With the pictures left out, write out the records verbatim.

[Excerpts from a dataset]
----

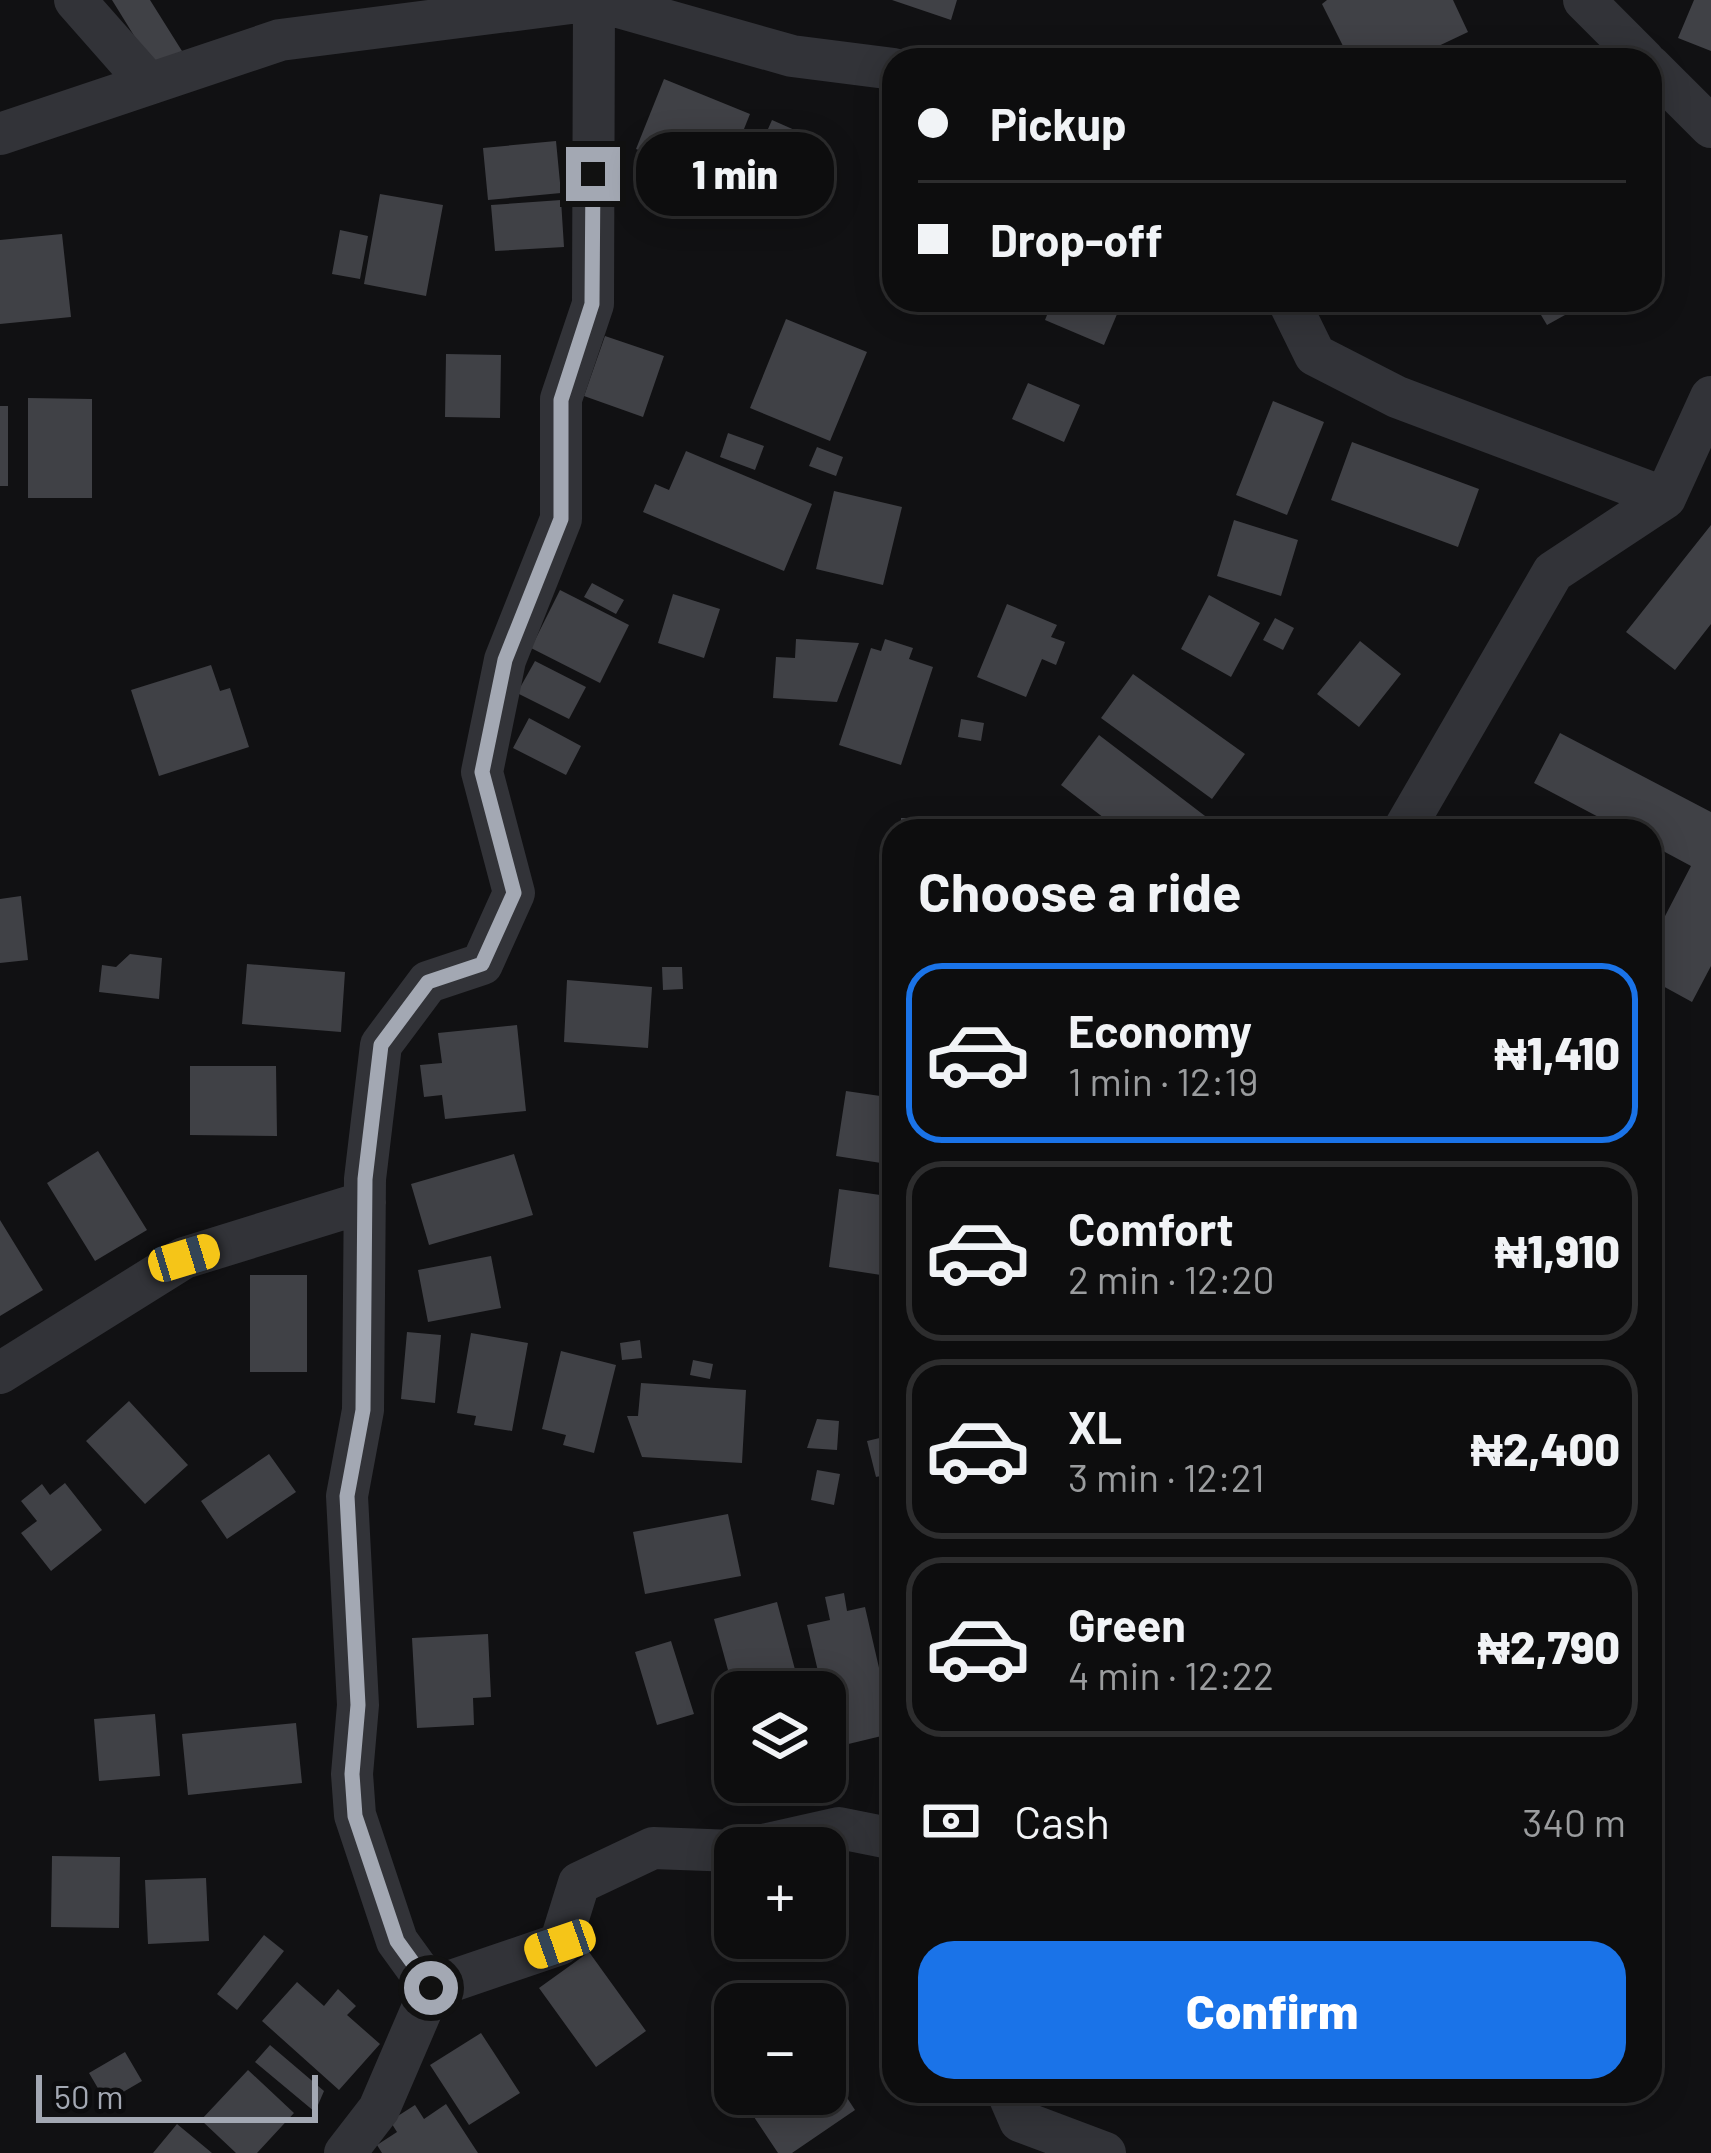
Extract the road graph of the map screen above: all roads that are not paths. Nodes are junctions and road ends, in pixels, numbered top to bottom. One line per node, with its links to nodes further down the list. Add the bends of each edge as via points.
1 (75, 0): 7 (street)
2 (1584, 0): 4 (street)
3 (600, 1): 5 (street, via 792,56); 7 (street, via 280,40); 14 (street, via 592,304 561,400 561,519 505,660 482,772 514,893 482,964 428,982 381,1045)
4 (1632, 48)
5 (882, 67)
6 (1662, 78): 8 (street)
7 (149, 84): 9 (street)
8 (1711, 127)
9 (0, 134)
10 (1294, 312): 12 (street, via 1315,356 1397,397)
11 (1711, 398): 12 (street)
12 (1664, 498): 13 (street, via 1553,572)
13 (1409, 819)
14 (365, 1202): 15 (street, via 184,1258); 19 (street, via 363,1410 347,1496 355,1816 397,1941)
15 (0, 1373)
16 (846, 1829): 17 (street)
17 (882, 1837)
18 (714, 1850): 19 (street, via 653,1848 579,1883 560,1944)
19 (431, 1988): 21 (street, via 379,2109)
20 (1012, 2103): 22 (street, via 1020,2121)
21 (345, 2153)
22 (1106, 2153)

----

Written reply
Extract the road graph of the map screen above: all roads that are not paths. Nodes are junctions and road ends, in pixels, numbered top to bottom. One line per node, with its links to nodes further down the list. Add the bends of each edge as via points.
1 (75, 0): 7 (street)
2 (1584, 0): 4 (street)
3 (600, 1): 5 (street, via 792,56); 7 (street, via 280,40); 14 (street, via 592,304 561,400 561,519 505,660 482,772 514,893 482,964 428,982 381,1045)
4 (1632, 48)
5 (882, 67)
6 (1662, 78): 8 (street)
7 (149, 84): 9 (street)
8 (1711, 127)
9 (0, 134)
10 (1294, 312): 12 (street, via 1315,356 1397,397)
11 (1711, 398): 12 (street)
12 (1664, 498): 13 (street, via 1553,572)
13 (1409, 819)
14 (365, 1202): 15 (street, via 184,1258); 19 (street, via 363,1410 347,1496 355,1816 397,1941)
15 (0, 1373)
16 (846, 1829): 17 (street)
17 (882, 1837)
18 (714, 1850): 19 (street, via 653,1848 579,1883 560,1944)
19 (431, 1988): 21 (street, via 379,2109)
20 (1012, 2103): 22 (street, via 1020,2121)
21 (345, 2153)
22 (1106, 2153)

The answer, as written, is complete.